### WHAT THE TASK REQUIRES
Report each line of the data that includes the word "main".

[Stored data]

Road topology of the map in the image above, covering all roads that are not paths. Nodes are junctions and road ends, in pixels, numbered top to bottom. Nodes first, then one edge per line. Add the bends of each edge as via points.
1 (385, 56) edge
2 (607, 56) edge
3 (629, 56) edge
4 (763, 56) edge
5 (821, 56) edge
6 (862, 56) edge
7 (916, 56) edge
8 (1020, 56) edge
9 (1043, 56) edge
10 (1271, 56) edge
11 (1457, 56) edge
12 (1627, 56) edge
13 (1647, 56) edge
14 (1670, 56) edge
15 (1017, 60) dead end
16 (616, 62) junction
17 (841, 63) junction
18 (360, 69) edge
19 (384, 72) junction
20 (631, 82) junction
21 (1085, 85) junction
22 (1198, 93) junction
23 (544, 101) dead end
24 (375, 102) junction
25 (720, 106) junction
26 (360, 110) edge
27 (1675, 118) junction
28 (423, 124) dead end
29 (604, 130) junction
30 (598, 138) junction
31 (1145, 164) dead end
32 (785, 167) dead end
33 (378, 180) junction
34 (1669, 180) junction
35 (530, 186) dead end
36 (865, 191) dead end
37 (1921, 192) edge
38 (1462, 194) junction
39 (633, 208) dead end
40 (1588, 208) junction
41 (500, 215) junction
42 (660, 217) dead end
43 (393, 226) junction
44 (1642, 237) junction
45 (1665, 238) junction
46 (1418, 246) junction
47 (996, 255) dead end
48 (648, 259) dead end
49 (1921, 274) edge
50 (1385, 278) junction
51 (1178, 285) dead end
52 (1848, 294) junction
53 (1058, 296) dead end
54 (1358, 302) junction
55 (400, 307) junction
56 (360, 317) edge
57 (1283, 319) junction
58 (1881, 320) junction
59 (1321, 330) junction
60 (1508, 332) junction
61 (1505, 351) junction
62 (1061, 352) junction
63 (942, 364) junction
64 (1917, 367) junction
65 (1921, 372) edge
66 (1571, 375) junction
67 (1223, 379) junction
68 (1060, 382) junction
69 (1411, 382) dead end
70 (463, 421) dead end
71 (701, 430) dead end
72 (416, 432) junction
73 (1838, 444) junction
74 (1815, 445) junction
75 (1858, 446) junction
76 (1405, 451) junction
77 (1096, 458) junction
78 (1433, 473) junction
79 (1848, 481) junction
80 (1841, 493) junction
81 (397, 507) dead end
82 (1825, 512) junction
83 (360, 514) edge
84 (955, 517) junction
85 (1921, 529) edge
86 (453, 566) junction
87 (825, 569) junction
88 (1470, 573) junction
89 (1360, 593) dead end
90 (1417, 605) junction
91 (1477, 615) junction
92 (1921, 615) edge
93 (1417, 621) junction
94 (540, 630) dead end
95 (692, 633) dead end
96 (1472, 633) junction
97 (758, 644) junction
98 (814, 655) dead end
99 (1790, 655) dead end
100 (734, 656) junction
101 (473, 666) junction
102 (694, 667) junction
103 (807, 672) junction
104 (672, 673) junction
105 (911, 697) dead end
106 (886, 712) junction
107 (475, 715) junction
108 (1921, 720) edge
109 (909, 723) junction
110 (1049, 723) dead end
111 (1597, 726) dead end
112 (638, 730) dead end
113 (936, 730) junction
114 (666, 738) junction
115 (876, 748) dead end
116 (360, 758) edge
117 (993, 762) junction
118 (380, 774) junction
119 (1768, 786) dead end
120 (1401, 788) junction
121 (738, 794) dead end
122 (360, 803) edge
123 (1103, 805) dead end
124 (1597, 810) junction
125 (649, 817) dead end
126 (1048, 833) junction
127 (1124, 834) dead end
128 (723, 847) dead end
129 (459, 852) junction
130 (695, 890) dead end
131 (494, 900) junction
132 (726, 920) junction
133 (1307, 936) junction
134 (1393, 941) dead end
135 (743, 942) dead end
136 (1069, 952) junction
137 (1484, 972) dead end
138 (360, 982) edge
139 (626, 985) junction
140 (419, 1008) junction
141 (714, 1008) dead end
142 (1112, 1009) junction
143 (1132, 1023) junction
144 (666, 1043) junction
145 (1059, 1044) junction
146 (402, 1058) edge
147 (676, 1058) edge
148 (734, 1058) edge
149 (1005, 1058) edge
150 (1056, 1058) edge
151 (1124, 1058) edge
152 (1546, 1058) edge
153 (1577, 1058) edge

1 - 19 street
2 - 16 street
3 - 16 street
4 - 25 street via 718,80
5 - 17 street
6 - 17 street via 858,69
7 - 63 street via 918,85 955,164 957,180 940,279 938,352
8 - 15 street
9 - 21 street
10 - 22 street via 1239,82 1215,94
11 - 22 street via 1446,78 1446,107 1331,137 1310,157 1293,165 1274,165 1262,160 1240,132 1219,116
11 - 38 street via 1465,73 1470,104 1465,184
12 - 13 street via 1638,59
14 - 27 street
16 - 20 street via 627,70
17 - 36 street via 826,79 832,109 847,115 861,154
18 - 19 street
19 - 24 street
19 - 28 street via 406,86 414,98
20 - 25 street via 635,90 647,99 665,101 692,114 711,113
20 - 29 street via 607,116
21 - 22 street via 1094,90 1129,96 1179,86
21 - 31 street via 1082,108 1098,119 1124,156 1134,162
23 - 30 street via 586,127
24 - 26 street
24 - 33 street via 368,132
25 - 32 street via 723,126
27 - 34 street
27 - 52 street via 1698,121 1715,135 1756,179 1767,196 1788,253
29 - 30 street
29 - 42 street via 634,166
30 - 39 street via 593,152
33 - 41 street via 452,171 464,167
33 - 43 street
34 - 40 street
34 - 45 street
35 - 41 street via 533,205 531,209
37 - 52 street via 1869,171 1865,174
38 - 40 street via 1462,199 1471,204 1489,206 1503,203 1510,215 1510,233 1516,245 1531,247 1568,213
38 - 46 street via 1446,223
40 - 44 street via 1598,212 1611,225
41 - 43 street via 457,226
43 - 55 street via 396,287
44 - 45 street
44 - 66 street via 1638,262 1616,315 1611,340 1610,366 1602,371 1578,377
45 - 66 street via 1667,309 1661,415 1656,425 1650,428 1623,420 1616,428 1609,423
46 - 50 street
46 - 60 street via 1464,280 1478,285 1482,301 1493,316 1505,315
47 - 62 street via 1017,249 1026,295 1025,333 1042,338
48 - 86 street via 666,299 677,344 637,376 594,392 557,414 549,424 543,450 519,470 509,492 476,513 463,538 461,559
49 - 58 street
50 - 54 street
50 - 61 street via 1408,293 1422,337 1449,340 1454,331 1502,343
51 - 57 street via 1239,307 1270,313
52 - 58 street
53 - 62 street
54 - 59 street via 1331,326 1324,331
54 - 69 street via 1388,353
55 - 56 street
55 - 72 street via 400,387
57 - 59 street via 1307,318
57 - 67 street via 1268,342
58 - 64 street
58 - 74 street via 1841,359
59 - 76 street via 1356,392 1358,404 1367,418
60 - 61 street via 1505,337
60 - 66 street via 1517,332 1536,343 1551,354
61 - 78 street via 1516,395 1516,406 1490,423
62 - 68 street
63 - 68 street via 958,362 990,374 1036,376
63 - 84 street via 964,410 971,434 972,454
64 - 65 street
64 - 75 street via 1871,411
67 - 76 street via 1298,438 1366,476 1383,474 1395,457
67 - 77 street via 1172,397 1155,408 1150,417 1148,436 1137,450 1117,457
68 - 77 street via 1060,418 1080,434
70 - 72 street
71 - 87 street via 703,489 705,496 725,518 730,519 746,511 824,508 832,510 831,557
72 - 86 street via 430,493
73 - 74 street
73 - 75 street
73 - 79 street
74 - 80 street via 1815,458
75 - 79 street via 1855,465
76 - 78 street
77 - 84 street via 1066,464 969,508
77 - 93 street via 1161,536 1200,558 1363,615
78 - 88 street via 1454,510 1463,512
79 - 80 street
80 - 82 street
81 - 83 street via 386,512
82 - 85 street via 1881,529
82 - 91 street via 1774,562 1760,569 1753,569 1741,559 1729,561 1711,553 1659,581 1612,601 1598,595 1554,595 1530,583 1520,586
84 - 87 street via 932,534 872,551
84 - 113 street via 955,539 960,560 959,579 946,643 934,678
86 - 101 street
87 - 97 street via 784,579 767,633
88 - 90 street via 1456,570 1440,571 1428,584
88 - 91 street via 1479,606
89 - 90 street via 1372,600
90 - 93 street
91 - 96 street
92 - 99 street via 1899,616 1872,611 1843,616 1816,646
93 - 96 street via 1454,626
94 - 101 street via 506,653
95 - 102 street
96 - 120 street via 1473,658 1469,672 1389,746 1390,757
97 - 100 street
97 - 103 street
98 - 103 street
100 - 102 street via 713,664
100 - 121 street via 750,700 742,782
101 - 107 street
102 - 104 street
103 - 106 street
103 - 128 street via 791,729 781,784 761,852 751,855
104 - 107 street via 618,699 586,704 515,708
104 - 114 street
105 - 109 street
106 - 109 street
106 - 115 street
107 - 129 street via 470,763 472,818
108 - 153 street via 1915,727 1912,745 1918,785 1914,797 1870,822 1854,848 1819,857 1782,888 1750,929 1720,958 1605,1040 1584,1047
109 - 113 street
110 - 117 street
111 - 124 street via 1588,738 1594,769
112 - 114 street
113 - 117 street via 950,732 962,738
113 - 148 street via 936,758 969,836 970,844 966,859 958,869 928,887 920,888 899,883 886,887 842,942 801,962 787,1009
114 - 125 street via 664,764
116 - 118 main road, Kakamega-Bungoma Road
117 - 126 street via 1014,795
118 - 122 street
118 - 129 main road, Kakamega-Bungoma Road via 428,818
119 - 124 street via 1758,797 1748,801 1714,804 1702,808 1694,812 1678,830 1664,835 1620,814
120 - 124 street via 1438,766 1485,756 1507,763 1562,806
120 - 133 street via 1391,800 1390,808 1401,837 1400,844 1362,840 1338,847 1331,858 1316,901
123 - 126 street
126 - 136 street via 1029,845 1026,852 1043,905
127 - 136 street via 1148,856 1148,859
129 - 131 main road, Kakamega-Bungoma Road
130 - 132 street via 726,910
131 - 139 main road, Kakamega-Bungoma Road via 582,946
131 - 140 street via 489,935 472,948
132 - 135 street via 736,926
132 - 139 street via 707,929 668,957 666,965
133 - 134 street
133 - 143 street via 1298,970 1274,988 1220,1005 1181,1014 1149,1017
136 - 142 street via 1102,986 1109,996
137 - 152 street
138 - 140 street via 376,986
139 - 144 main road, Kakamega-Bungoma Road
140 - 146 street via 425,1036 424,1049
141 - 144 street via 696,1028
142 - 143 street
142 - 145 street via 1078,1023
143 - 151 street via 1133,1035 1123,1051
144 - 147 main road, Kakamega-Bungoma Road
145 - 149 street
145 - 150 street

### SOLVED PROBLEM
116 - 118 main road, Kakamega-Bungoma Road
118 - 129 main road, Kakamega-Bungoma Road via 428,818
129 - 131 main road, Kakamega-Bungoma Road
131 - 139 main road, Kakamega-Bungoma Road via 582,946
139 - 144 main road, Kakamega-Bungoma Road
144 - 147 main road, Kakamega-Bungoma Road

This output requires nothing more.